### Work required
All records below are to be repeated exactly, with the pictures left out.

### Listed entries
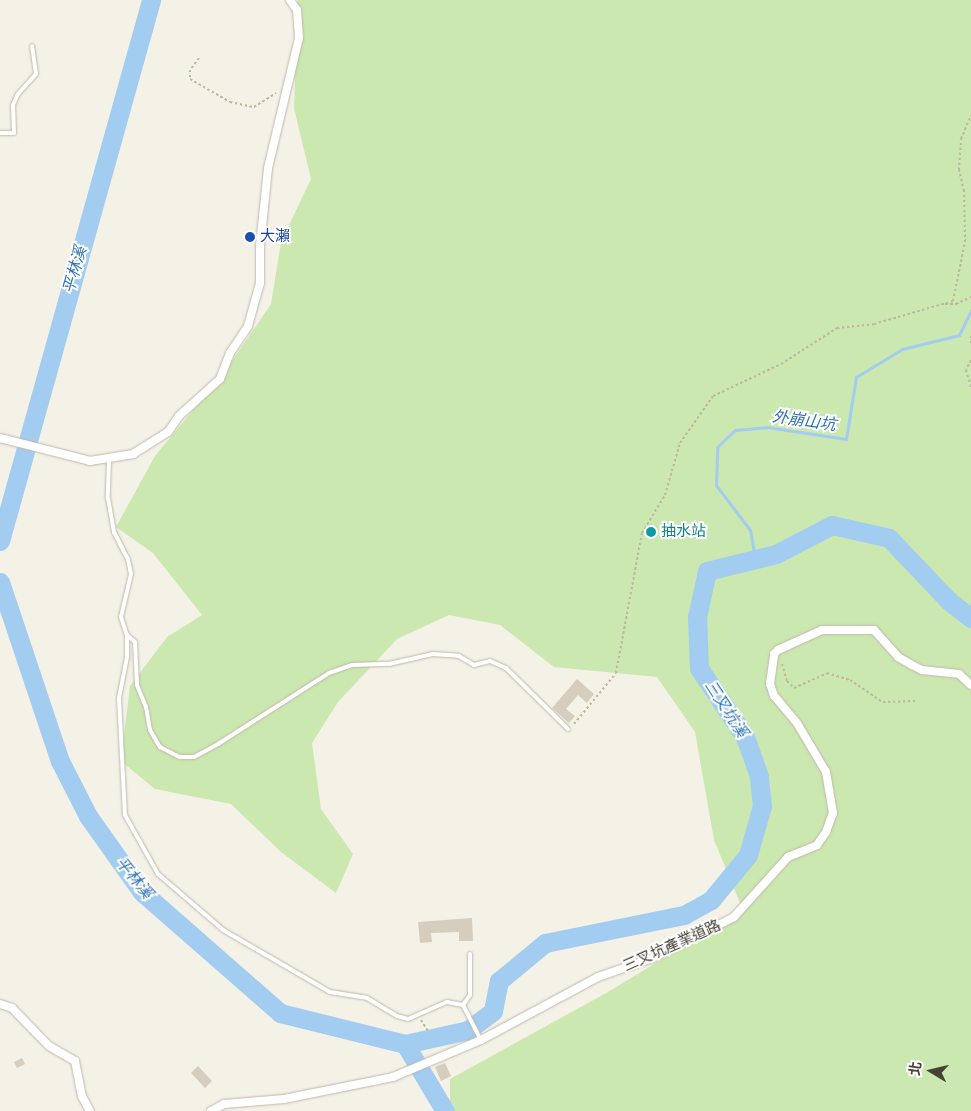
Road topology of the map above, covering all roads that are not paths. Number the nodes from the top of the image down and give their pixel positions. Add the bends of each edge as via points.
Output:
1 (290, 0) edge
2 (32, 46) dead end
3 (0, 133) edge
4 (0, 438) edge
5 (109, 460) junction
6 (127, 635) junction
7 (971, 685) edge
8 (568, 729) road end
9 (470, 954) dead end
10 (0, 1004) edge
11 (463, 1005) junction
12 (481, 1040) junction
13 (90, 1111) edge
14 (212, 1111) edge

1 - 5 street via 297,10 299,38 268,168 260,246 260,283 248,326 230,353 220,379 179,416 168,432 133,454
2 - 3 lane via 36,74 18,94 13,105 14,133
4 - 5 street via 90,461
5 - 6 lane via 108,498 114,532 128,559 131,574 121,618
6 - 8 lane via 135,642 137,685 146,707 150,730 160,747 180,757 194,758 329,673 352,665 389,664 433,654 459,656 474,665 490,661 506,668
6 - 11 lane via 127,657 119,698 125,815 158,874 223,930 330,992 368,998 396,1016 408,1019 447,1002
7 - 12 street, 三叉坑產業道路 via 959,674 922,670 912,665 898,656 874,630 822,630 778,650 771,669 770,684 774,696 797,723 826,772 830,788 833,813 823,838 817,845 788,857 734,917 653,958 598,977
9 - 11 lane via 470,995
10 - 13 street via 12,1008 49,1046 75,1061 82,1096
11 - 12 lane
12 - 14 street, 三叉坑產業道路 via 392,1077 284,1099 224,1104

### Final answer
Road topology of the map above, covering all roads that are not paths. Number the nodes from the top of the image down and give their pixel positions. Add the bends of each edge as via points.
Output:
1 (290, 0) edge
2 (32, 46) dead end
3 (0, 133) edge
4 (0, 438) edge
5 (109, 460) junction
6 (127, 635) junction
7 (971, 685) edge
8 (568, 729) road end
9 (470, 954) dead end
10 (0, 1004) edge
11 (463, 1005) junction
12 (481, 1040) junction
13 (90, 1111) edge
14 (212, 1111) edge

1 - 5 street via 297,10 299,38 268,168 260,246 260,283 248,326 230,353 220,379 179,416 168,432 133,454
2 - 3 lane via 36,74 18,94 13,105 14,133
4 - 5 street via 90,461
5 - 6 lane via 108,498 114,532 128,559 131,574 121,618
6 - 8 lane via 135,642 137,685 146,707 150,730 160,747 180,757 194,758 329,673 352,665 389,664 433,654 459,656 474,665 490,661 506,668
6 - 11 lane via 127,657 119,698 125,815 158,874 223,930 330,992 368,998 396,1016 408,1019 447,1002
7 - 12 street, 三叉坑產業道路 via 959,674 922,670 912,665 898,656 874,630 822,630 778,650 771,669 770,684 774,696 797,723 826,772 830,788 833,813 823,838 817,845 788,857 734,917 653,958 598,977
9 - 11 lane via 470,995
10 - 13 street via 12,1008 49,1046 75,1061 82,1096
11 - 12 lane
12 - 14 street, 三叉坑產業道路 via 392,1077 284,1099 224,1104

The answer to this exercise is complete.